Through above characterizations, we ruled out that the morphology, crystalline structure, visible-light response, exciton lifetimes, and VB positions are the main factors affecting the performance of F-CN for overall water splitting. However, by using in-situ DRIFTS (Fig. 1a-1d) and NAP-XPS (Fig. 1e,f, Supplementary Fig. 4), we successfully identified the formation of C = O intermediate and their minimization on F-CN surface, which is completely consistent with the tendency of photocatalytic water splitting performances. Therefore, we conclude that the formation of C = O intermediate is an important bottleneck for overall water splitting on single-phased CN catalyst. By occupying the carbon site on CN surface by fluorination, this bottleneck can be bypassed to achieve efficient visible-light-driven H2 and O2 productions from overall water splitting on single-phased F-CN catalysts.
DFT calculations were further employed to investigate the effect of surface flurination on the water decomposition reaction (i.e., OER) on CN/F-CN surface (for details of the computational methods, see Supplementary Information).

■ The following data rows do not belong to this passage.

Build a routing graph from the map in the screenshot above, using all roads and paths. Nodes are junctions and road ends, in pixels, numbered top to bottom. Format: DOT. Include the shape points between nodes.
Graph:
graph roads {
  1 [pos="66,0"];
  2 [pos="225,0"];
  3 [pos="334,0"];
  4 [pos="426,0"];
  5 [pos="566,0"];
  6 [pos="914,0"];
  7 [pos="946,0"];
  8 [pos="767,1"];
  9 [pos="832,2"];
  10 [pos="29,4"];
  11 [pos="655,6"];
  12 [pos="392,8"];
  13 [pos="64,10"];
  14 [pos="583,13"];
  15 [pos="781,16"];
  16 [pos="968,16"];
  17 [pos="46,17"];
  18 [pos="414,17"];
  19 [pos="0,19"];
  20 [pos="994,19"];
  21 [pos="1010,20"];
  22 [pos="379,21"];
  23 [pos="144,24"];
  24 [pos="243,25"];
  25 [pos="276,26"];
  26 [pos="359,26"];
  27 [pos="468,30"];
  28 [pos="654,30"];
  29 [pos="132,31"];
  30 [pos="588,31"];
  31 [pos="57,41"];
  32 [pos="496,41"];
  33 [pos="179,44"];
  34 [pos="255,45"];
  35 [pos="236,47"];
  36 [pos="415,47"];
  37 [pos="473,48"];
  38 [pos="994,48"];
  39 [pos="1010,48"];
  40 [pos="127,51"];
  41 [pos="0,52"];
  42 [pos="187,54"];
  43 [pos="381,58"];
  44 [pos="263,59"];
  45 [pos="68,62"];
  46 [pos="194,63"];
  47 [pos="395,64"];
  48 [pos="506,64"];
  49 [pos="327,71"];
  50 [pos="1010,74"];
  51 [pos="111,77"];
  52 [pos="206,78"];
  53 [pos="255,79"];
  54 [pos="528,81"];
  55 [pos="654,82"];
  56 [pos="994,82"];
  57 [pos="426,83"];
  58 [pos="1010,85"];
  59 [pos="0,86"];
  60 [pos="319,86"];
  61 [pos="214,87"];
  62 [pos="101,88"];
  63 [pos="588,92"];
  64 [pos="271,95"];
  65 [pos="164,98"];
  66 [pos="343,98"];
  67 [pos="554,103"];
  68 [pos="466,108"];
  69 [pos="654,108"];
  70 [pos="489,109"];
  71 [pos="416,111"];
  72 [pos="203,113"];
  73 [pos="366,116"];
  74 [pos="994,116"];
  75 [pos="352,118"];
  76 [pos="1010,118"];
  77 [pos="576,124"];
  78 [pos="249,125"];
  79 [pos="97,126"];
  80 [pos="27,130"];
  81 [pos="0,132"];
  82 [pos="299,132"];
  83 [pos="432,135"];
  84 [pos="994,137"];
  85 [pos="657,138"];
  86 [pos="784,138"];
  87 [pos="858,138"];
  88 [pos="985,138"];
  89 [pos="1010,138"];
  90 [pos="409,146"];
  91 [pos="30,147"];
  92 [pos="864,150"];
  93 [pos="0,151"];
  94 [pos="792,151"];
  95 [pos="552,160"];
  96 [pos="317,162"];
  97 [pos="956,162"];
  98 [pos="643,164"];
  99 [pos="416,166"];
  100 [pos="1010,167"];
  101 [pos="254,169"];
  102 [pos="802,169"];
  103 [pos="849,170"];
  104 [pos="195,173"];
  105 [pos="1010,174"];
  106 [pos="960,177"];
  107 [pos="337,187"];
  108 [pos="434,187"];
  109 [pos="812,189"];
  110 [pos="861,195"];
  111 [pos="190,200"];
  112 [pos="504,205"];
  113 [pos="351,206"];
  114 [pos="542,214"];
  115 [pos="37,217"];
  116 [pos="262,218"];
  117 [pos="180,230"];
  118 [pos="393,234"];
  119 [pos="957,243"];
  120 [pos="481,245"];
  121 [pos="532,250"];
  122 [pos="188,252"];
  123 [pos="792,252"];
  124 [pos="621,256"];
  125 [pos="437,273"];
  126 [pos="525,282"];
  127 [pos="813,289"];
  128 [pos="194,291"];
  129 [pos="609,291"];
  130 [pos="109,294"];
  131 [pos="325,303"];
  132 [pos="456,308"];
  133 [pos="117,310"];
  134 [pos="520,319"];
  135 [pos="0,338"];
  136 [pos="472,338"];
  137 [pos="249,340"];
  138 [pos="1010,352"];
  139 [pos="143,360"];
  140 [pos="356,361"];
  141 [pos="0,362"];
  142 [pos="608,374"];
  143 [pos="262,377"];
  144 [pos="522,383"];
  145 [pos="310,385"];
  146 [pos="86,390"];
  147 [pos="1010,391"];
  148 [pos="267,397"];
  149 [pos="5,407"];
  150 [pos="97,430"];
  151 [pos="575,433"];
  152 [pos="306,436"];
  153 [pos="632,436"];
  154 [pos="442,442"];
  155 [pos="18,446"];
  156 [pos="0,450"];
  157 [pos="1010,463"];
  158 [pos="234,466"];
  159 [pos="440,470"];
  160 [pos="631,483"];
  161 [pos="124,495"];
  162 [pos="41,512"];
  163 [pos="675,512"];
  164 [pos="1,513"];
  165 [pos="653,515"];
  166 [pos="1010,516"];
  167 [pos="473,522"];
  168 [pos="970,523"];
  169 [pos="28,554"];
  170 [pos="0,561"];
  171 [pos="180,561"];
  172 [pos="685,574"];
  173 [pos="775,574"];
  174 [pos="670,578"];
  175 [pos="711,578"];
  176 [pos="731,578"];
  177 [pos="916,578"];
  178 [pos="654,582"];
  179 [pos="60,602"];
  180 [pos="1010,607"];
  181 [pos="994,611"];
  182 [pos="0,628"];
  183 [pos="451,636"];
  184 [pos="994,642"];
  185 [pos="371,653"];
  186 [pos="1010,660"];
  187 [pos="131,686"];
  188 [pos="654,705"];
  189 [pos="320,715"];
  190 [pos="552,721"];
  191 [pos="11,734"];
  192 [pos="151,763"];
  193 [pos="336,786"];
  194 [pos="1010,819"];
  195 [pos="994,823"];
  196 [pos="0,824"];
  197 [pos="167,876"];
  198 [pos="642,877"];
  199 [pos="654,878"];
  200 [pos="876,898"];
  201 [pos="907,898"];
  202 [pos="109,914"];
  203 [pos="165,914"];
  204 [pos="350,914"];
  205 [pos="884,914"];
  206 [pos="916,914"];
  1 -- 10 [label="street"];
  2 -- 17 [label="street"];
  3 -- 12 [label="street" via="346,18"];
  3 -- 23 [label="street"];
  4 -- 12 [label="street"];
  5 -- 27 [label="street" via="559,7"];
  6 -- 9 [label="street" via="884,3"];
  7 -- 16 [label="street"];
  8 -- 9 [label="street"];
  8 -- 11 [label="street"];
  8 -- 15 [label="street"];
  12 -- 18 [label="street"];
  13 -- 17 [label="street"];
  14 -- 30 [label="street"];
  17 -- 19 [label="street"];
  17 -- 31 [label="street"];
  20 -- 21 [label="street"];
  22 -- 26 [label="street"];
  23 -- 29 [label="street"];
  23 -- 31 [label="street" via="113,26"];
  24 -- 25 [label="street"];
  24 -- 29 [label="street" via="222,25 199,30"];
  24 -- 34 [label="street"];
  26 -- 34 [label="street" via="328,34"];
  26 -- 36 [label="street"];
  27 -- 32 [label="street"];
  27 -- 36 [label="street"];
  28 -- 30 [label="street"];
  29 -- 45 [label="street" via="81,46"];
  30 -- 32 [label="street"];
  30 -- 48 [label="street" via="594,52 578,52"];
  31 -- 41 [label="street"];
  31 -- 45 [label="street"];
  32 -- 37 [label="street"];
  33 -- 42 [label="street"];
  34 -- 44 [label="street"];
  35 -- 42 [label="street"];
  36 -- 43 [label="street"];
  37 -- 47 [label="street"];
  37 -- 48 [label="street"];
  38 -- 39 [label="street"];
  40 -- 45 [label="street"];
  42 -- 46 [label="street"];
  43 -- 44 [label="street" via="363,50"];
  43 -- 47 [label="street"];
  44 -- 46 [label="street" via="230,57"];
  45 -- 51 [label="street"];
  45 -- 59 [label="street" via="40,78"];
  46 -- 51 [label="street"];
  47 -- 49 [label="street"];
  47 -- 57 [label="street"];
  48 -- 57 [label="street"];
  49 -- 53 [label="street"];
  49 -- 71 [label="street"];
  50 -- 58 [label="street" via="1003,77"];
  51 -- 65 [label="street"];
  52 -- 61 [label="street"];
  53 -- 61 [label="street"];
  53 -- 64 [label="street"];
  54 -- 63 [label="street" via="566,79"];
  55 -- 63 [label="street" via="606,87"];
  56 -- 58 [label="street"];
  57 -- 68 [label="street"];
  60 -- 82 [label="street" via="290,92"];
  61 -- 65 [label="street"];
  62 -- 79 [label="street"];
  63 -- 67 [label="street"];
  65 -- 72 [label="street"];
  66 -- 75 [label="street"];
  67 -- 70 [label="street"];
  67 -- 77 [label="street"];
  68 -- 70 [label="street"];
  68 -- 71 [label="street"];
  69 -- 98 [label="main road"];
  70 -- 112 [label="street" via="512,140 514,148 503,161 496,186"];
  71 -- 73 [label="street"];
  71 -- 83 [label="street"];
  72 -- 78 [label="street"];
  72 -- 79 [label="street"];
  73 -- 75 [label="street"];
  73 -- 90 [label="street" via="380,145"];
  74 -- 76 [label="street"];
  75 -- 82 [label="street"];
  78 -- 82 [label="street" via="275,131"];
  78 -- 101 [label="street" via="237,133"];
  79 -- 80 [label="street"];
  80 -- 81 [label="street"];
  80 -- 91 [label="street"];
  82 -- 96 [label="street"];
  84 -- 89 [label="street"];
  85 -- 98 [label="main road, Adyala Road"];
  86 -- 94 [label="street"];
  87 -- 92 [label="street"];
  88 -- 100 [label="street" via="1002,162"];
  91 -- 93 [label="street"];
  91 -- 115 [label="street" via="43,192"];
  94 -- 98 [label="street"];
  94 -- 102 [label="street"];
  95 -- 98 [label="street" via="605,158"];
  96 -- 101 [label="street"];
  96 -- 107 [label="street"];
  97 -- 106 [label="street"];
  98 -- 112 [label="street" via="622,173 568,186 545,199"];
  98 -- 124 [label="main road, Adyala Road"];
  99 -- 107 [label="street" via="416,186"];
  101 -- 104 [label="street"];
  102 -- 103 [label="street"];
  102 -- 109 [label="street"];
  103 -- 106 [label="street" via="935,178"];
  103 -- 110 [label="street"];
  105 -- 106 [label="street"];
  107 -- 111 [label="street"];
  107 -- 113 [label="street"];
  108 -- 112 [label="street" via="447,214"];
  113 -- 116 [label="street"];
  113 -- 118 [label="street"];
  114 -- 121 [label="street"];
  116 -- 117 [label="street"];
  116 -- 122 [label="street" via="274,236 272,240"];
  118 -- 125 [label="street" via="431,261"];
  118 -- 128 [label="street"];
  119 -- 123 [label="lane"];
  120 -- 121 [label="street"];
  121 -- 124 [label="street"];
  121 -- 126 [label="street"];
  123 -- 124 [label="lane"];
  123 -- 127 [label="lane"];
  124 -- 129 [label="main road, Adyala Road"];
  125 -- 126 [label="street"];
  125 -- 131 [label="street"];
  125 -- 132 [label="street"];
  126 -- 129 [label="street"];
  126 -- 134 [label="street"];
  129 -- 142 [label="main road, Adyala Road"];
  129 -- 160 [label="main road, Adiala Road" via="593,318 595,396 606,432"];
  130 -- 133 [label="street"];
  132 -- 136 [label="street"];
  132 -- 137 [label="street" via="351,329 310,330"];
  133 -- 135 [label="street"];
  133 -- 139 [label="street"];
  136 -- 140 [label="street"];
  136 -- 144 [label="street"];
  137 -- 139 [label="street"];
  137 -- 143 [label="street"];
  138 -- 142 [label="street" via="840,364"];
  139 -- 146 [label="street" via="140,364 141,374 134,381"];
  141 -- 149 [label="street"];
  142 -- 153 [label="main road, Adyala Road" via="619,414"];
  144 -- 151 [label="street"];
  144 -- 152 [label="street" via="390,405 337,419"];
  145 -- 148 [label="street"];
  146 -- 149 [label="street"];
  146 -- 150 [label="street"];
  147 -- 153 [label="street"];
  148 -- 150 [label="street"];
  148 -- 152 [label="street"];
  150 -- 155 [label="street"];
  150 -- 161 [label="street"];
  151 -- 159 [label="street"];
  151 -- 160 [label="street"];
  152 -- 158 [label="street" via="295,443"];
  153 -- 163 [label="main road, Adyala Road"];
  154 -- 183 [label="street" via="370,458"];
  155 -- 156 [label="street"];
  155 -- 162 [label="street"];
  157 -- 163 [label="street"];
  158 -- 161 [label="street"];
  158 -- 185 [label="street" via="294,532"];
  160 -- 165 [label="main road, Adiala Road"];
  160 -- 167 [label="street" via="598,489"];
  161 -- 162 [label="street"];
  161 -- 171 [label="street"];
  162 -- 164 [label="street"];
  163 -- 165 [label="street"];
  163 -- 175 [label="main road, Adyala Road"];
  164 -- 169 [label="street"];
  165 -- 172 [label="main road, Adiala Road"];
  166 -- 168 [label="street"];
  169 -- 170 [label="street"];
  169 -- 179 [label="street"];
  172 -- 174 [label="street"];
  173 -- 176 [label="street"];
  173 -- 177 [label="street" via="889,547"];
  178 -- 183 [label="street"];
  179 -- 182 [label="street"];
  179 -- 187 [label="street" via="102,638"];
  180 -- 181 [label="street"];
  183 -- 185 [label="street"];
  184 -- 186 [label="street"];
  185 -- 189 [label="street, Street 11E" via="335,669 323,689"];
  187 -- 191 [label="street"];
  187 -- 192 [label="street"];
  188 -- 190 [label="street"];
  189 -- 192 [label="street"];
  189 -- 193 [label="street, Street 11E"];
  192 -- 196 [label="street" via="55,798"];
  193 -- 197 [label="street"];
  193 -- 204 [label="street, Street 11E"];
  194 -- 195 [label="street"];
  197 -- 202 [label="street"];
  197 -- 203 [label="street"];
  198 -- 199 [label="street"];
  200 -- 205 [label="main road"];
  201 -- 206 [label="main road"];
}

F-CN layer was formed by using one F atom to bond with the C atom in CN (Supplementary Fig. 12). Water adsorption and activation were simulated on both C sites (Fig. 3a) and N sites (Supplementary Fig. 13a) in pristine CN and N atoms adjacent to the C-F bond in F-CN as reactive sites (Fig. 3b). Calculated free energy profiles show that OER on surface C site has a lower energy barrier (2.25 eV) than the surface N site (2.86 eV) in CN (Fig. 3c), indicating that C site is the predominant OER reactive sites in the pristine CN. Moreover, after F atom ocupying the C site, the surface N site in F-CN owns a much lower energy barrier (1.58 eV) than the surface C (2.25 eV) or N (2.86 eV) site in pristine CN (Fig. 3c), demonstrating that the F modification indeed can improve the OER activity on F-CN. According to the corresponding evolution pathway of geometry structures (Fig. 3a,b), the improved OER activity is considered due to the C-F bond formation optimizing the OER pathway on adjacent N atoms. Especially, the calculated charge density difference mappings show that the F modification in F-CN optimizes the bonding interaction between CN surface and *OH intermediate (Fig. 3e), which effectively avoids the excessively strong C-O interaction (Fig. 3d) or weak N-O interaction (Supplementary Fig. 13b) in pristine CN. As a result, the F modification greatly decreases the formation energy of rate-determining *OH. It should be noted that the F modification also significantly promote the formation of *OOH, which is also a high-barrier reaction step in OER (Fig. 3c). This implies that the excessively stable *O intermediate in the form of C = O bond on pristine CN is difficult to be further converted into *OOH. As a result, CN with an observable IR signal of C = O during reaction owns a lower activity than F-CN, which completely coincides with our experimental observations. Furthermore, the PDOS reveals that the different bonding behavior between *OH and catalyst surface is attributed to the F modification that enables the N2p states to move upward the Fermi level (Fig. 3f), which effectively enhances the stability of formed *OH on the N site in F-CN. Thus, the N site in F-CN is the main OER center.